The data are decomposed in scales using the method of ŽBT that relies on the projection of the global dynamical fields in terms of the 3D orthogonal normal-mode functions (NMFs). The representation consists of the vertical decomposition of the baroclinic atmosphere in terms of M global shallow-water systems and a projection of horizontal motions for every vertical mode. Each shallow-water system is characterized by average fluid depth, known as the equivalent depth. The maximal M is equal to the number of model levels. The horizontal motions for a given vertical mode are represented by a series of Hough harmonics that consist of the Hough vector functions in the meridional direction and waves in the longitudinal direction. The meridional modes include the balanced (or Rossby) modes and eastward-propagating and westward-propagating inertio-gravity (or unbalanced) modes. The inertio-gravity and Rossby modes are eigensolutions of the linearized primitive equations and they are known as oscillations of the first and second kind, respectively (e.g. Kasahara, 1976). The details of the projection procedure are available in Žagar et al. (2015b) and references therein.
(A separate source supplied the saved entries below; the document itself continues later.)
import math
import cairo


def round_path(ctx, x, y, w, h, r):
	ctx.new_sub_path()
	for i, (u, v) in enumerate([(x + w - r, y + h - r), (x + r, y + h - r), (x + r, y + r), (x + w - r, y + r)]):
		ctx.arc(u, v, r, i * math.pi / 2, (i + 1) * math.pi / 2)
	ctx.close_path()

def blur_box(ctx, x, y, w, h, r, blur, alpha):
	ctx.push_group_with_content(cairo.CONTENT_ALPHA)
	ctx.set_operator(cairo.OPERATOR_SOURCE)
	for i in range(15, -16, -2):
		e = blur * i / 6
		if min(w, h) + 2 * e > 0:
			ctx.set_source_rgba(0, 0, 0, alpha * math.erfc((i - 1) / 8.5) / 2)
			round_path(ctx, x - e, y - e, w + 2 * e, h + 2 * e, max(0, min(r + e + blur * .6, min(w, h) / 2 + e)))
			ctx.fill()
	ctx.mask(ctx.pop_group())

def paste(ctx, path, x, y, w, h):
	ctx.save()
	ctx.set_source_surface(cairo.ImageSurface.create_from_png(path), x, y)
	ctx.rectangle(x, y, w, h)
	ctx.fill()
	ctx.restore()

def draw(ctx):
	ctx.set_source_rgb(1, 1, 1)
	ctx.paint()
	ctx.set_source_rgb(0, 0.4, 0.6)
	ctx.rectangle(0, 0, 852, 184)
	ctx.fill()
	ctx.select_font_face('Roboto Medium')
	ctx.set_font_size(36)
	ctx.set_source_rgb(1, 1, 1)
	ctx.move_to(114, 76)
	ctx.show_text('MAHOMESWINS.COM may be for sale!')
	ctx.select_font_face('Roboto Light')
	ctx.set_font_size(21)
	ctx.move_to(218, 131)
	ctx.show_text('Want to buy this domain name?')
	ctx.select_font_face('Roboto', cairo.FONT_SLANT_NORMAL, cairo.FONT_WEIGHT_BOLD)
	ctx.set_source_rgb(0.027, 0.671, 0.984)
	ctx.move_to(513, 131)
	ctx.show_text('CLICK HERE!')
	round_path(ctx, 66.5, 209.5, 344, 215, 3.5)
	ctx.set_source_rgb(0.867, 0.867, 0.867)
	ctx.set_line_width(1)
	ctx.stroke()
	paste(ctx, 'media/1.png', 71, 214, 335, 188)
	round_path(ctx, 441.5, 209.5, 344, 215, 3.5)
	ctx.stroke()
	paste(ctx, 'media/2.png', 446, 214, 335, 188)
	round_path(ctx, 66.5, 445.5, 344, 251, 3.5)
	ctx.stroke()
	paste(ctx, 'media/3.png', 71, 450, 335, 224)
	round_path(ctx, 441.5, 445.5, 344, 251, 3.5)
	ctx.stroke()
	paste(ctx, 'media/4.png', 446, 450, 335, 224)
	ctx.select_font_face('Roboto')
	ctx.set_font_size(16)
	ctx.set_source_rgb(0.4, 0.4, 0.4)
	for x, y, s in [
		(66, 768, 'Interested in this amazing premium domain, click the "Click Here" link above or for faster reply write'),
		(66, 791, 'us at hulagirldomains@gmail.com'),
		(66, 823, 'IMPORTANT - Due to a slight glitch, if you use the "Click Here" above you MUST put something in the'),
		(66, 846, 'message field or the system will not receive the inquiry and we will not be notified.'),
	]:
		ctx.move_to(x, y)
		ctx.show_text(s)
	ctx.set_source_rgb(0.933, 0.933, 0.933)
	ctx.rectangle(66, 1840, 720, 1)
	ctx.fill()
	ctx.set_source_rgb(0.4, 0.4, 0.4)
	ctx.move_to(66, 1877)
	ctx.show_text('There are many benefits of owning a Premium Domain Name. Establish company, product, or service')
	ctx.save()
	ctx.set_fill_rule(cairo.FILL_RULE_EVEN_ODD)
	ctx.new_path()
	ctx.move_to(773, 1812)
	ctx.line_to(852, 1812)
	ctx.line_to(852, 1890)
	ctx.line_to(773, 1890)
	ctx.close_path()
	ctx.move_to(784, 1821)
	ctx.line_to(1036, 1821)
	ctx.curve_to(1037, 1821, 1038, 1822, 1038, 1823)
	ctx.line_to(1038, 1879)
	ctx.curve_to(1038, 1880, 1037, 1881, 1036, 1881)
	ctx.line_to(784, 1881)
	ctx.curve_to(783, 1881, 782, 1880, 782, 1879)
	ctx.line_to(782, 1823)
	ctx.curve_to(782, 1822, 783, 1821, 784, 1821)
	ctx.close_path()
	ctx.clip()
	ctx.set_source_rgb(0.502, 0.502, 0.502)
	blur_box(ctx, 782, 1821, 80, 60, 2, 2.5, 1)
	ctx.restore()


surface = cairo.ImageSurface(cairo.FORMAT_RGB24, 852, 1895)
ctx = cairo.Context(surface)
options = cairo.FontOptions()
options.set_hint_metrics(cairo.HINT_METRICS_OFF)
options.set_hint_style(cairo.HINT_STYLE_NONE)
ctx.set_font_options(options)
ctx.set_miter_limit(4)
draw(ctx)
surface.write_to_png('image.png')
A discrete solution is obtained by using the truncated Fourier series in the zonal direction and a finite number of the Hough vectors in the meridional direction. The truncations are defined based on the data resolution. We selected 120 zonal wavenumbers and 180 meridional modes which include Rossby and inertio-gravity components of the Hough vector functions. In the vertical direction, we used $M=50$ modes. This provides a representation of the geopotential height field, surface pressure field and winds in terms of the complex coefficients ${\mathit{\chi }}_{n}^{k}\left(m\right)$, with indices k, n and m representing the zonal wavenumber (k), the meridional mode (n) and the vertical mode (m) index. The ensemble spread is obtained by computing the standard deviation of the 50-member ensemble in the modal space for 12-hourly outputs of 15 and 7 days long forecasts for May 2015 and December 2014, respectively. As in ŽBT, the ensemble spread is denoted ${\mathrm{\Sigma }}_{n}^{k}\left(m\right)$. The error statistics is obtained by averaging the data at each time step of forecasts over all samples.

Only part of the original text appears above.